Semarak Kelas Perdana Selantang Angkatan 2: Mewujudkan Lansia Tangguh dan Bebas Demensia di Kelurahan Sukorame
- Jun 04, 2026
- KIM TRENGGINAS SUKORAME KOTA KEDIRI
[Sukorame, Kota Kediri] — Semangat belajar dan berkembang nyatanya tidak mengenal batas usia. Hal ini dibuktikan dengan antusiasme luar biasa dari para warga lanjut usia (lansia) dalam mengikuti hari pertama kelas Sekolah Lansia Tangguh (Selantang) Angkatan 2 di Kelurahan Sukorame, pada hari Rabu (03/06/2026). Mengambil tempat di Gedung Serbaguna Kelurahan Sukorame, program inovatif ini kembali digelar untuk membekali para lansia dengan pengetahuan agar tetap sehat, mandiri, aktif, dan produktif di usia senja.
Wajah-Wajah Baru dari Setiap RW
Ada yang istimewa pada pelaksanaan Selantang Angkatan 2 kali ini. Seluruh peserta yang memenuhi ruangan merupakan perwakilan delegasi dari masing-masing Rukun Warga (RW) di Kelurahan Sukorame dengan kriteria khusus, yakni belum pernah mengikuti kegiatan Selantang pada Angkatan 1. Kebijakan ini diambil oleh pihak penyelenggara untuk memastikan adanya pemerataan edukasi dan pemberdayaan, sehingga manfaat dari program Selantang dapat dirasakan secara merata oleh seluruh lansia di wilayah tersebut.
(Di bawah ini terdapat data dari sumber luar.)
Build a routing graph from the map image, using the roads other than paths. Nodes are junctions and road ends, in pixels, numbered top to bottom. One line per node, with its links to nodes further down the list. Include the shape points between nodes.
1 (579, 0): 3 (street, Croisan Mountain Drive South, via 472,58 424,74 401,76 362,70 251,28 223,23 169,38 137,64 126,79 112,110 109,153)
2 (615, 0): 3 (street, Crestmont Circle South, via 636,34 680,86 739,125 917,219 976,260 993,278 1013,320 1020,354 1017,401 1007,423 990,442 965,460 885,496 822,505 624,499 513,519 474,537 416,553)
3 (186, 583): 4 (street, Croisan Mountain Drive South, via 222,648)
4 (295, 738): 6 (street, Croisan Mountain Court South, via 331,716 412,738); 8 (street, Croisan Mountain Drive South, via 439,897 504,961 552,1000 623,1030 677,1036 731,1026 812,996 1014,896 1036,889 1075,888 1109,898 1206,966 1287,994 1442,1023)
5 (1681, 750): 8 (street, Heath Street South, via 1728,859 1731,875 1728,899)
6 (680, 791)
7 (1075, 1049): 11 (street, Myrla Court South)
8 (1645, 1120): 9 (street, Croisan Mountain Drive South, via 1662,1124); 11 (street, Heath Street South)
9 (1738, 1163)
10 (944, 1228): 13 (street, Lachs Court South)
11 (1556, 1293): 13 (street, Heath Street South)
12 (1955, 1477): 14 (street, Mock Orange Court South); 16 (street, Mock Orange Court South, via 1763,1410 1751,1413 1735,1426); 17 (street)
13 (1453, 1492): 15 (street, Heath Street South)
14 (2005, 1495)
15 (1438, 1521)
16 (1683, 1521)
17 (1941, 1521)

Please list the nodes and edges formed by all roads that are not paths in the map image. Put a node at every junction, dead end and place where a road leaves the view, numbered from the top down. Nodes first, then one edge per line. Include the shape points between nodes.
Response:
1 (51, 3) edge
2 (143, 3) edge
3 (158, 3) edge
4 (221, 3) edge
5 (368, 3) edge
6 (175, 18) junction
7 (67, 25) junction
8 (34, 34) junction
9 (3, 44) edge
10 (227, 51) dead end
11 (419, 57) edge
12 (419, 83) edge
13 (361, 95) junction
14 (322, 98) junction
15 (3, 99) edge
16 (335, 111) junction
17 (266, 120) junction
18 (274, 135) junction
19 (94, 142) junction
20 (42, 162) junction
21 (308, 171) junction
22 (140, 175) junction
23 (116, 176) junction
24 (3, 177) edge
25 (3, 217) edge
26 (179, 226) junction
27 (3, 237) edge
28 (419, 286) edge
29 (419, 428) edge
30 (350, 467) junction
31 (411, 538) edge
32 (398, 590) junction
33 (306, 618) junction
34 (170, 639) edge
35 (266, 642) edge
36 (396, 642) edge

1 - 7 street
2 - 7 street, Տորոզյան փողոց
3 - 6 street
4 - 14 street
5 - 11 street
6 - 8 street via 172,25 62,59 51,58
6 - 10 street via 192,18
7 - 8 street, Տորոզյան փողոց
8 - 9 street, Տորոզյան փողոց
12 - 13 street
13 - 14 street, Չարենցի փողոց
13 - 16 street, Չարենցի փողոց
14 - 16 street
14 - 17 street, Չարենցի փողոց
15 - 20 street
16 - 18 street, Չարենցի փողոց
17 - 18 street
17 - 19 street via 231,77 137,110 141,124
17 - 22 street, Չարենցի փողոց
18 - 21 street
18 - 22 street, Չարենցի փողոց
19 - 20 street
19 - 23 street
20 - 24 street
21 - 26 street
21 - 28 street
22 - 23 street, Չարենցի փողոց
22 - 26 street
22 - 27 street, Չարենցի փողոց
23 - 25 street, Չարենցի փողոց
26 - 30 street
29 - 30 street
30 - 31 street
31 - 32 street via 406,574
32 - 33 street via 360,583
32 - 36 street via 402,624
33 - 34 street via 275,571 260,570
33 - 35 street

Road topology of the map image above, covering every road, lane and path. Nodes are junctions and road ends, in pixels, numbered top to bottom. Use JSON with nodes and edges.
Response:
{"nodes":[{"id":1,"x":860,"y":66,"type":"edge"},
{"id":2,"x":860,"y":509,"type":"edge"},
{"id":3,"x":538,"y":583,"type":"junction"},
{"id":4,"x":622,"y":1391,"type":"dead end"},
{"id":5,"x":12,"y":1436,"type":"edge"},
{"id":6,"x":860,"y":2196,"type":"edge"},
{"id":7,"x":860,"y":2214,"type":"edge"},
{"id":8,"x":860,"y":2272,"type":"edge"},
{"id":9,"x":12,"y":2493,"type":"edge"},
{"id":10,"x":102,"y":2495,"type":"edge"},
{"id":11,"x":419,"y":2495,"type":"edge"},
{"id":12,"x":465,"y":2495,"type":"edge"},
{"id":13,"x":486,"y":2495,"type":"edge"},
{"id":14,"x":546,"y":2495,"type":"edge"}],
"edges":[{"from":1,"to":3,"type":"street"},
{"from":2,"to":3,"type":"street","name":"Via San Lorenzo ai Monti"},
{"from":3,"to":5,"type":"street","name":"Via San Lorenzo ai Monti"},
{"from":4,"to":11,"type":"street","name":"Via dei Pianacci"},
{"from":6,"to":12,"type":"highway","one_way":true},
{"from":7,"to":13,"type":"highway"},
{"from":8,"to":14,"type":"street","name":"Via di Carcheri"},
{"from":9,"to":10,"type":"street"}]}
Fokus Materi: Proses Penuaan dan Pencegahan Demensia
Pada pertemuan perdana yang krusial ini, para "siswa" lansia langsung diajak mendalami materi yang sangat relevan dengan keseharian mereka, yaitu "Demensia, Lansia Tangguh, dan Proses Penuaan".
Sesi edukatif ini dibawakan dengan hangat dan interaktif oleh Rr. Agustina Sri H, seorang pakar dan Penyuluh Keluarga Berencana (PKB) dari Dinas Pemberdayaan Perempuan, Perlindungan Anak, Pengendalian Penduduk dan Keluarga Berencana (DP3AP2KB).
Dalam pemaparannya, Rr. Agustina memberikan wawasan yang mudah dipahami terkait beberapa poin utama:
-
Menerima Proses Penuaan: Memberikan pemahaman psikologis dan biologis agar lansia dapat menerima perubahan tubuhnya dengan pikiran yang positif.
-
Mengenal dan Mencegah Demensia: Mengedukasi peserta mengenai tanda-tanda awal kepikunan (demensia/alzheimer), serta melatih mereka dengan senam otak dan aktivitas ringan untuk menjaga fungsi kognitif.
-
Membentuk Karakter Lansia Tangguh: Memotivasi peserta untuk tidak sekadar menjadi objek pembangunan, melainkan menjadi subjek yang mandiri, sejahtera, dan membawa manfaat bagi keluarga.
Harapan dan Rencana Tindak Lanjut
Suasana kelas perdana ini diwarnai dengan sesi tanya jawab yang hidup, di mana para peserta tak segan menceritakan pengalaman dan keluhan kesehatan mereka untuk dibahas bersama narasumber. Melalui pembekalan di kelas perdana ini, perwakilan dari masing-masing RW diharapkan tidak hanya menyerap ilmu untuk diri sendiri, tetapi juga mampu menjadi perpanjangan tangan pemerintah dalam menyebarkan semangat "Lansia Tangguh" kepada warga di lingkungan RW mereka. Kelas Selantang Angkatan 2 ini akan terus berlanjut kedepannya dengan berbagai silabus materi yang tak kalah menarik.